Welcome to the Viewpoint Diversity Experience
[Under development: Please explore, but do not publicize until we launch in April/May]
In the wake of the 2016 presidential election, Americans are discovering that they more deeply divided than they had realized. Rising cross-partisan hatred is intensifying an “us versus them” attitude that motivates people to accept the worst possible version of the other side’s beliefs, and the most flattering version of their own. These visions are distorted and counterproductive, particularly in universities where the clash of ideas could be so conducive to learning and growth.
The Viewpoint Diversity Experience is a six-step journey designed to foster mutual understanding within educational settings in order to prepare students for democratic citizenship and success in the politically diverse workplaces they will soon inhabit.

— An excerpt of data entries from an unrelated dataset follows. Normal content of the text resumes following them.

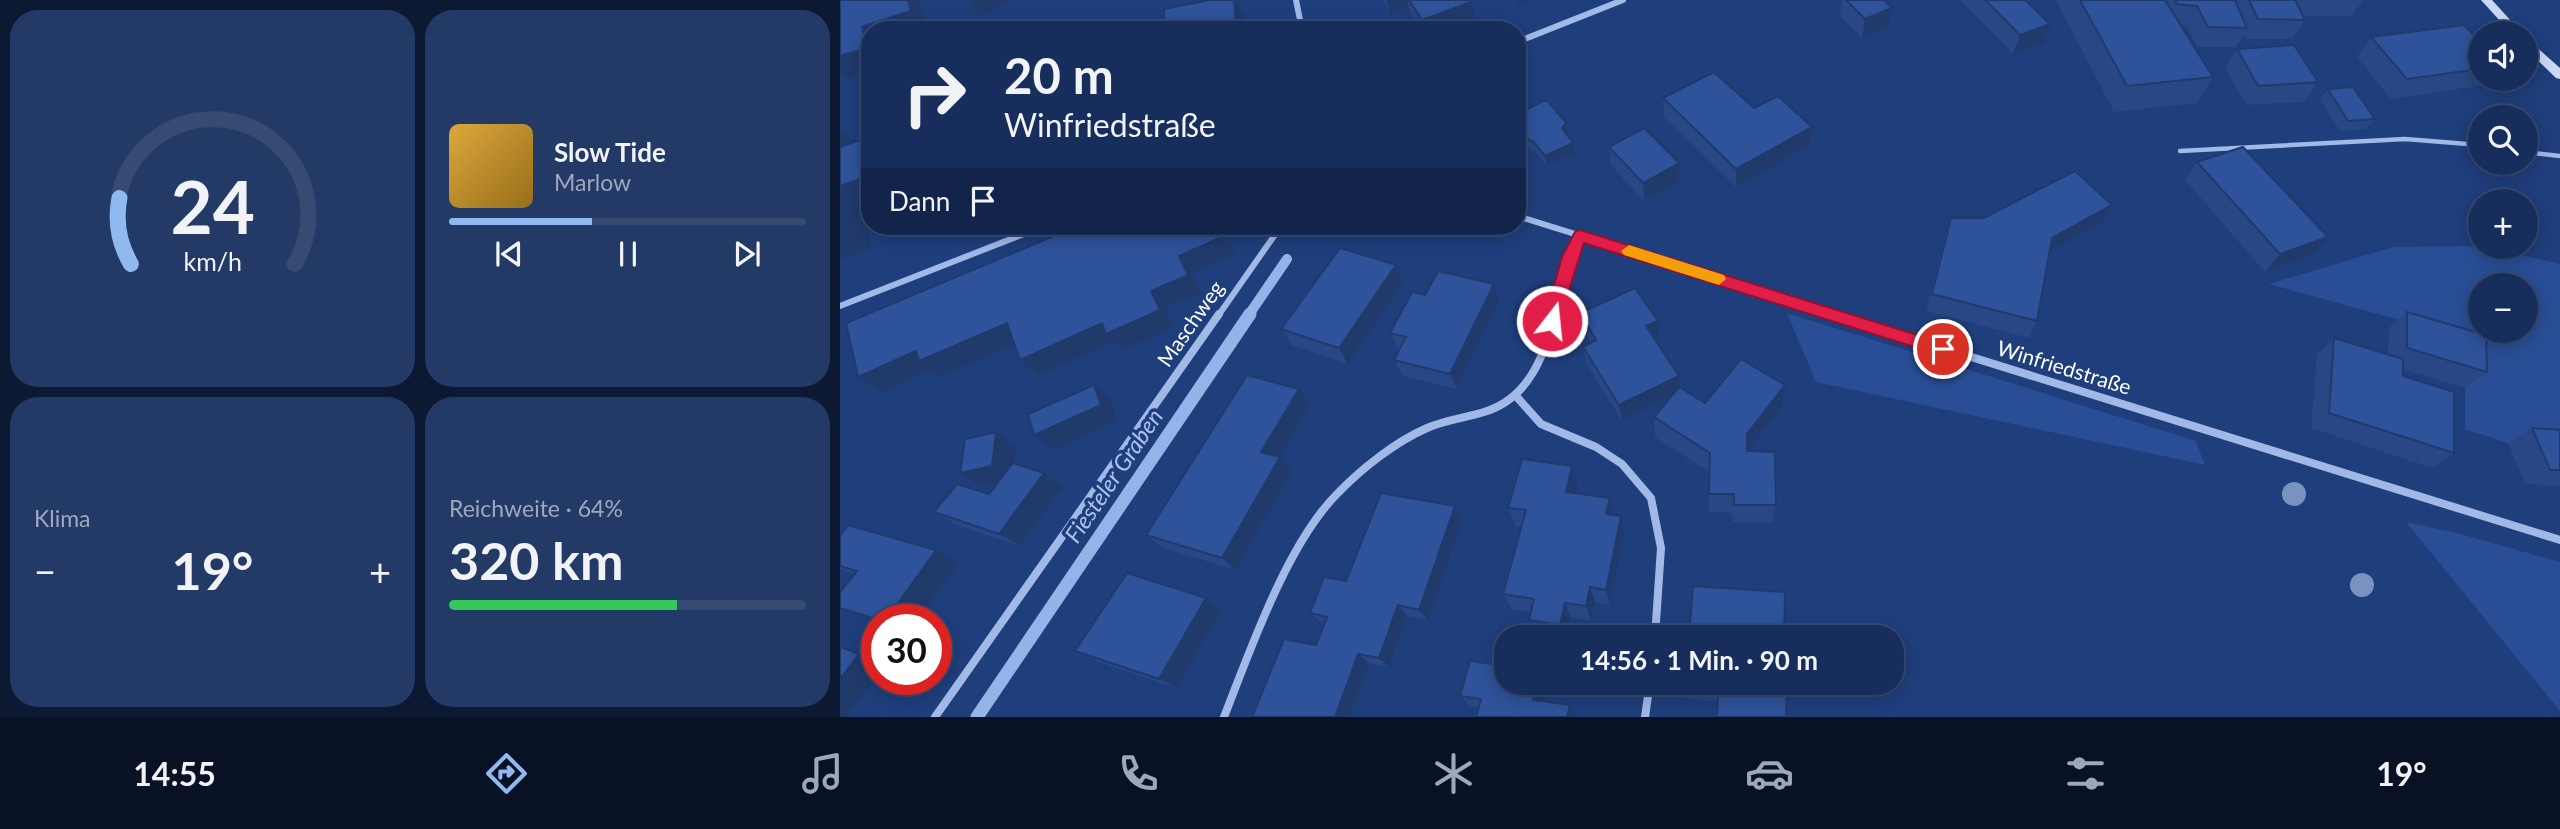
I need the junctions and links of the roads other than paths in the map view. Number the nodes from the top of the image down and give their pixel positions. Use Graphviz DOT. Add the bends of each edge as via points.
graph roads {
  1 [pos="1296,0"];
  2 [pos="1623,0"];
  3 [pos="2486,0"];
  4 [pos="1300,21"];
  5 [pos="2506,21"];
  6 [pos="1526,38"];
  7 [pos="2538,54"];
  8 [pos="2560,75"];
  9 [pos="2468,144"];
  10 [pos="2180,151"];
  11 [pos="2538,153"];
  12 [pos="2560,156"];
  13 [pos="1526,219"];
  14 [pos="1021,235"];
  15 [pos="1275,235"];
  16 [pos="1580,236"];
  17 [pos="840,306"];
  18 [pos="1516,396"];
  19 [pos="2560,540"];
  20 [pos="1656,625"];
  21 [pos="1649,695"];
  22 [pos="935,717"];
  23 [pos="1224,717"];
  24 [pos="1646,717"];
  1 -- 4 [label="street"];
  2 -- 6 [label="street"];
  3 -- 5 [label="main road"];
  7 -- 8 [label="main road"];
  9 -- 10 [label="lane" via="2405,139"];
  11 -- 12 [label="lane"];
  13 -- 16 [label="street, Winfriedstraße"];
  14 -- 17 [label="street"];
  15 -- 22 [label="street, Maschweg"];
  16 -- 18 [label="street" via="1539,365"];
  16 -- 19 [label="street, Winfriedstraße"];
  18 -- 20 [label="street" via="1541,424 1622,464 1650,498 1661,548"];
  18 -- 23 [label="street" via="1503,406 1418,432 1334,496 1276,586"];
  21 -- 24 [label="street"];
}
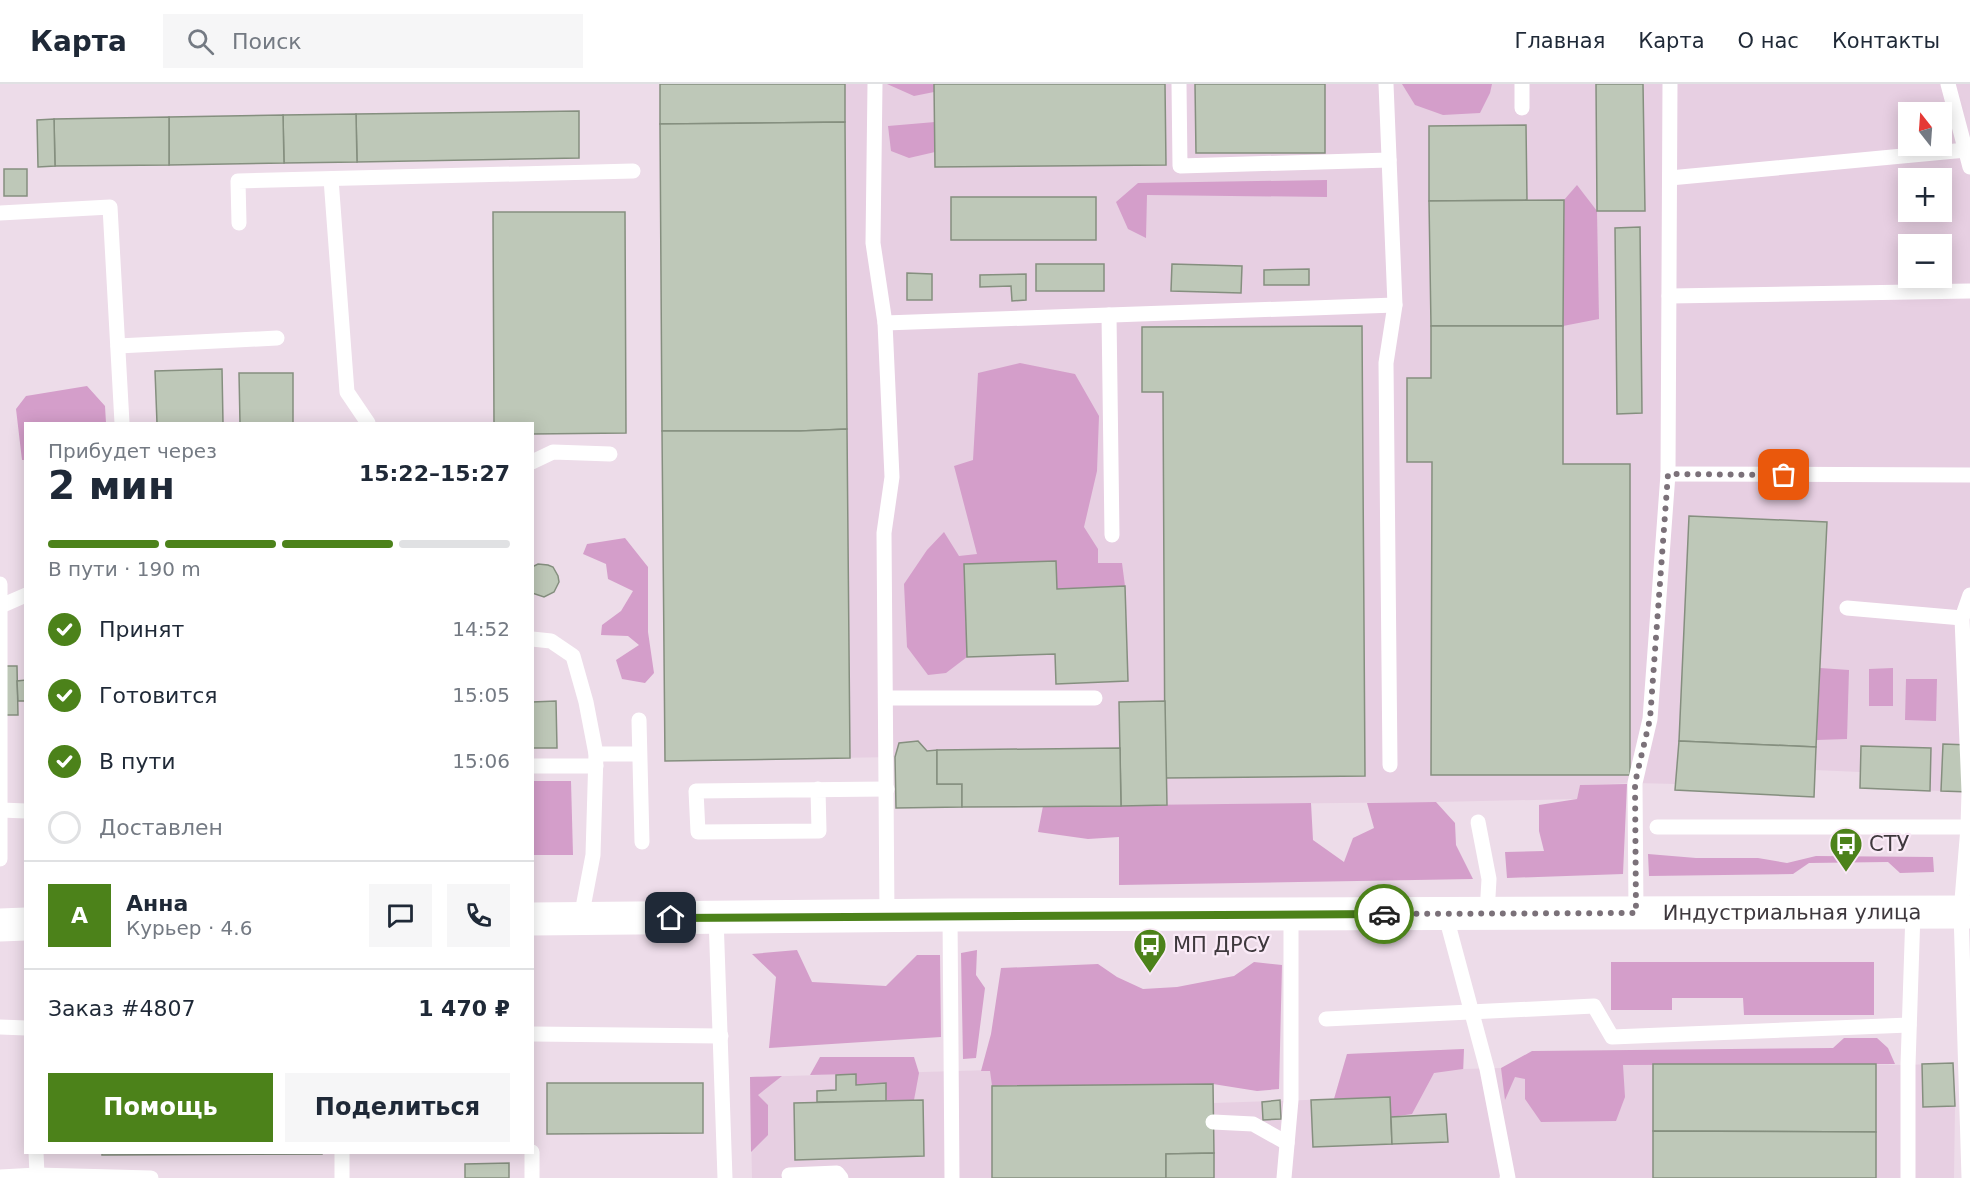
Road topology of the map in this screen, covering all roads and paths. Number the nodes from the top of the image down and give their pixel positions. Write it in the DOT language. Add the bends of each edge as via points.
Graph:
graph roads {
  1 [pos="875,84"];
  2 [pos="1179,84"];
  3 [pos="1386,84"];
  4 [pos="1522,84"];
  5 [pos="1670,84"];
  6 [pos="1948,84"];
  7 [pos="1522,108"];
  8 [pos="1966,150"];
  9 [pos="1389,160"];
  10 [pos="1970,167"];
  11 [pos="633,171"];
  12 [pos="1670,178"];
  13 [pos="331,179"];
  14 [pos="0,213"];
  15 [pos="239,223"];
  16 [pos="1970,291"];
  17 [pos="1669,296"];
  18 [pos="1395,305"];
  19 [pos="1109,315"];
  20 [pos="885,323"];
  21 [pos="277,338"];
  22 [pos="118,346"];
  23 [pos="122,422"];
  24 [pos="367,422"];
  25 [pos="610,454"];
  26 [pos="534,461"];
  27 [pos="1668,474"];
  28 [pos="1970,475"];
  29 [pos="1112,535"];
  30 [pos="0,584"];
  31 [pos="1970,595"];
  32 [pos="24,596"];
  33 [pos="1,606"];
  34 [pos="1847,608"];
  35 [pos="1962,618"];
  36 [pos="534,639"];
  37 [pos="886,698"];
  38 [pos="1095,698"];
  39 [pos="639,720"];
  40 [pos="1969,731"];
  41 [pos="639,754"];
  42 [pos="596,760"];
  43 [pos="1390,765"];
  44 [pos="534,766"];
  45 [pos="818,789"];
  46 [pos="886,789"];
  47 [pos="1,810"];
  48 [pos="24,811"];
  49 [pos="1478,822"];
  50 [pos="1657,827"];
  51 [pos="1969,827"];
  52 [pos="642,842"];
  53 [pos="0,859"];
  54 [pos="1913,912"];
  55 [pos="1965,912"];
  56 [pos="1445,913"];
  57 [pos="1636,913"];
  58 [pos="1290,914"];
  59 [pos="1488,914"];
  60 [pos="887,915"];
  61 [pos="950,915"];
  62 [pos="716,917"];
  63 [pos="581,918"];
  64 [pos="534,919"];
  65 [pos="24,924"];
  66 [pos="0,925"];
  67 [pos="1471,1012"];
  68 [pos="1326,1019"];
  69 [pos="1909,1025"];
  70 [pos="0,1027"];
  71 [pos="24,1028"];
  72 [pos="534,1034"];
  73 [pos="721,1036"];
  74 [pos="1213,1122"];
  75 [pos="1287,1143"];
  76 [pos="36,1154"];
  77 [pos="342,1154"];
  78 [pos="532,1154"];
  79 [pos="37,1175"];
  80 [pos="789,1175"];
  81 [pos="0,1177"];
  82 [pos="101,1177"];
  83 [pos="151,1178"];
  84 [pos="342,1178"];
  85 [pos="532,1178"];
  86 [pos="725,1178"];
  87 [pos="841,1178"];
  88 [pos="952,1178"];
  89 [pos="1284,1178"];
  90 [pos="1507,1178"];
  91 [pos="1908,1178"];
  92 [pos="1969,1178"];
  1 -- 20 [label="lane" via="873,243"];
  2 -- 9 [label="lane" via="1180,166"];
  3 -- 9 [label="lane"];
  4 -- 7 [label="lane"];
  5 -- 12 [label="lane"];
  6 -- 8 [label="lane"];
  8 -- 10 [label="lane"];
  8 -- 12 [label="lane"];
  9 -- 18 [label="lane"];
  11 -- 13 [label="lane"];
  12 -- 17 [label="lane"];
  13 -- 15 [label="lane" via="238,181"];
  13 -- 24 [label="lane" via="347,392"];
  14 -- 22 [label="lane" via="110,207"];
  16 -- 17 [label="lane"];
  17 -- 27 [label="lane"];
  18 -- 19 [label="lane"];
  18 -- 43 [label="lane" via="1386,363"];
  19 -- 20 [label="lane"];
  19 -- 29 [label="lane"];
  20 -- 37 [label="lane" via="892,477 884,533"];
  21 -- 22 [label="lane"];
  22 -- 23 [label="lane"];
  25 -- 26 [label="lane" via="553,452"];
  27 -- 28 [label="lane"];
  27 -- 57 [label="lane" via="1650,719 1635,783"];
  30 -- 33 [label="lane"];
  31 -- 35 [label="lane"];
  32 -- 33 [label="lane"];
  33 -- 47 [label="lane"];
  34 -- 35 [label="lane"];
  35 -- 40 [label="lane"];
  36 -- 42 [label="lane" via="551,640 573,656"];
  37 -- 38 [label="lane"];
  37 -- 46 [label="lane"];
  39 -- 41 [label="lane"];
  40 -- 51 [label="lane"];
  41 -- 42 [label="lane"];
  41 -- 52 [label="lane"];
  42 -- 44 [label="lane"];
  42 -- 63 [label="lane" via="593,855"];
  45 -- 45 [label="lane" via="696,790 698,832 819,831"];
  45 -- 46 [label="lane"];
  46 -- 60 [label="lane"];
  47 -- 48 [label="lane"];
  47 -- 53 [label="lane"];
  49 -- 59 [label="lane" via="1489,879"];
  50 -- 51 [label="lane"];
  51 -- 55 [label="lane"];
  54 -- 55 [label="main road, Индустриальная улица"];
  54 -- 57 [label="main road, Индустриальная улица"];
  54 -- 69 [label="lane"];
  55 -- 92 [label="lane"];
  56 -- 58 [label="main road, Индустриальная улица"];
  56 -- 59 [label="main road, Индустриальная улица"];
  56 -- 67 [label="lane"];
  57 -- 59 [label="main road, Индустриальная улица"];
  58 -- 61 [label="main road, Индустриальная улица"];
  58 -- 75 [label="lane" via="1291,1100"];
  60 -- 61 [label="main road, Индустриальная улица"];
  60 -- 62 [label="main road, Индустриальная улица"];
  61 -- 88 [label="lane"];
  62 -- 63 [label="main road, Индустриальная улица"];
  62 -- 73 [label="lane"];
  63 -- 64 [label="main road, Индустриальная улица"];
  65 -- 66 [label="main road"];
  67 -- 68 [label="lane"];
  67 -- 69 [label="lane" via="1594,1006 1612,1037"];
  67 -- 90 [label="lane" via="1487,1069"];
  69 -- 91 [label="lane"];
  70 -- 71 [label="lane"];
  72 -- 73 [label="lane"];
  73 -- 86 [label="lane"];
  74 -- 75 [label="lane" via="1253,1124"];
  75 -- 89 [label="lane"];
  76 -- 79 [label="lane"];
  77 -- 84 [label="lane"];
  78 -- 85 [label="lane"];
  79 -- 81 [label="lane"];
  79 -- 82 [label="lane"];
  80 -- 87 [label="lane" via="837,1173"];
  82 -- 83 [label="lane"];
}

While the Viewpoint Diversity Experience is designed for college students, it may be useful in high schools as well as in companies, religious congregations, and other organizations that are experiencing internal conflicts over politics. We’ll be developing teaching materials over the next few months, but in the meantime, please check it out yourself. You can get a taste of the “experience” in as little as two hours if you’re willing to watch few videos and read a few essays. Or, if you are a teacher, professor, or diversity trainer, you can ask your class to do one or two steps before each class meeting.
Click on the steps below to get started on the journey!
Understand the value of viewpoint diversity. Begin by learning about the advantages of having your beliefs challenged, and of discovering that you may have been wrong about something.
Cultivate humility and open-mindedness. Read short quotations from wise thinkers—East and West—that will help you attain a mindset of humility and openness.
Look inside the mind. Learn a little bit of psychology to see the tricks the mind plays on us, making us all prone to be self-righteous, overconfident, and quick to demonize “the other side.”
Understand the moral matrix. Learn how each team or tribe builds a comprehensive worldview that can explain everything, while making it harder for its members to think for themselves.
Venture beyond your moral matrix. Step outside your own moral matrix by exploring the mindsets, perspectives, and principles of progressives, conservatives, and libertarians.
Prepare for political conversations. Practice some skills—such as moral reframing, acknowledgement, and perspective taking—that will help you to talk, work, and engage productively with people whose politics and values differ from yours.